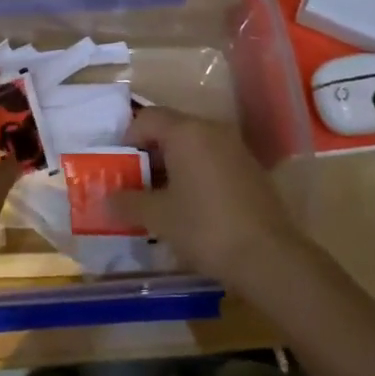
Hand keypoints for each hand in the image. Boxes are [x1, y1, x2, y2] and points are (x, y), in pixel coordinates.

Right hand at [107, 108, 300, 287]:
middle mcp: (212, 130)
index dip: (127, 139)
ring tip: (158, 198)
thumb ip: (128, 202)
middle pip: (171, 129)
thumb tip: (106, 198)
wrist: (268, 256)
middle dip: (148, 154)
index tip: (118, 168)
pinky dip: (195, 174)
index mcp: (186, 132)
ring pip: (193, 146)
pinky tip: (190, 206)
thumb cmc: (205, 228)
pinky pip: (213, 160)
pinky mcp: (251, 169)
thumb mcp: (158, 217)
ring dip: (172, 166)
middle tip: (133, 184)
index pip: (147, 118)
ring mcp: (236, 148)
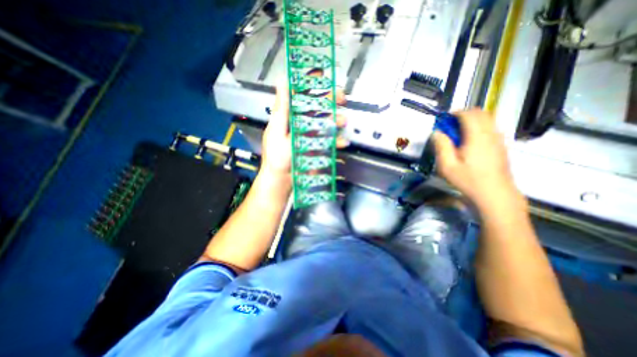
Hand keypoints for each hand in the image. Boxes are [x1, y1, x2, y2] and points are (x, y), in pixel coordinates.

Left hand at [259, 84, 346, 180]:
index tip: (321, 73)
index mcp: (290, 116)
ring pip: (326, 122)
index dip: (310, 83)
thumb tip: (282, 81)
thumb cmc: (277, 156)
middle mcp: (301, 123)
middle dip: (330, 100)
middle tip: (342, 97)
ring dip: (336, 119)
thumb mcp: (277, 130)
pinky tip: (342, 142)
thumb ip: (282, 108)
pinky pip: (329, 141)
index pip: (300, 95)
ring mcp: (311, 135)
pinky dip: (336, 141)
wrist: (282, 180)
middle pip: (317, 107)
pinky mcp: (317, 147)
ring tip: (343, 121)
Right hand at [433, 109, 521, 208]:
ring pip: (488, 119)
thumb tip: (437, 133)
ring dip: (473, 120)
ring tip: (458, 132)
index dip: (456, 113)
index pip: (469, 114)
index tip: (444, 118)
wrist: (495, 194)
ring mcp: (499, 140)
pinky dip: (480, 127)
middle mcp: (491, 134)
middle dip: (465, 114)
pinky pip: (491, 128)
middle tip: (450, 124)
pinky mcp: (501, 146)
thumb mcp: (447, 166)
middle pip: (481, 113)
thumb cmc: (468, 180)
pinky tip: (470, 141)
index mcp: (477, 137)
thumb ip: (441, 146)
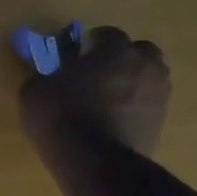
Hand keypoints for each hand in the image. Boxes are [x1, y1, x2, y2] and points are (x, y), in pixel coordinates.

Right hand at [18, 26, 170, 177]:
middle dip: (124, 57)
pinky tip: (114, 119)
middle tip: (101, 71)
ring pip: (150, 79)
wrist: (94, 161)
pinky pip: (148, 106)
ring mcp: (158, 96)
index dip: (93, 41)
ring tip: (109, 98)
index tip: (79, 52)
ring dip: (134, 82)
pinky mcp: (161, 124)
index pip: (109, 34)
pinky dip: (135, 107)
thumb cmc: (61, 115)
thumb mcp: (35, 90)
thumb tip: (49, 74)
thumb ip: (46, 74)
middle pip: (141, 52)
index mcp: (116, 51)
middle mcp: (145, 67)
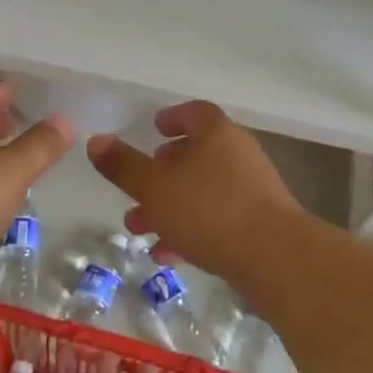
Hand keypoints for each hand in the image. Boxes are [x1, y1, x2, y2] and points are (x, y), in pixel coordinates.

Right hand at [86, 100, 305, 285]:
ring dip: (171, 206)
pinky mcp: (261, 224)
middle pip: (196, 154)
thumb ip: (123, 165)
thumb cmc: (209, 210)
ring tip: (141, 228)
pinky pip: (218, 218)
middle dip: (162, 173)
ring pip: (203, 190)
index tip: (153, 129)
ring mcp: (253, 190)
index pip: (194, 112)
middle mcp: (238, 154)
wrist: (277, 260)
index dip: (172, 118)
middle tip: (138, 188)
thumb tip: (95, 140)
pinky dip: (192, 229)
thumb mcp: (154, 187)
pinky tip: (169, 255)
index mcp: (216, 134)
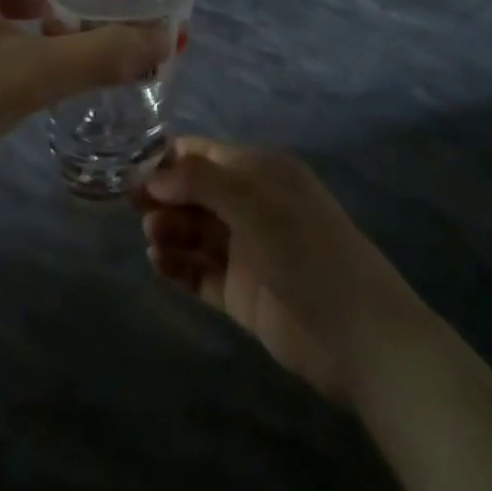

## What to work on
Would you copy out exactly the lines above that start at the one containing "middle dip: (148, 154)" and end at the one containing "middle tip: (133, 184)", inclusive?

## Result of the task
middle dip: (148, 154)
index tip: (118, 168)
pinky dip: (195, 174)
index mcp: (186, 132)
ring pip: (193, 146)
pinky tip: (190, 206)
thumb cmc: (205, 228)
pinky pip: (213, 160)
pinky mcp: (251, 169)
thumb mcp: (158, 217)
ring dip: (172, 166)
middle tip: (133, 184)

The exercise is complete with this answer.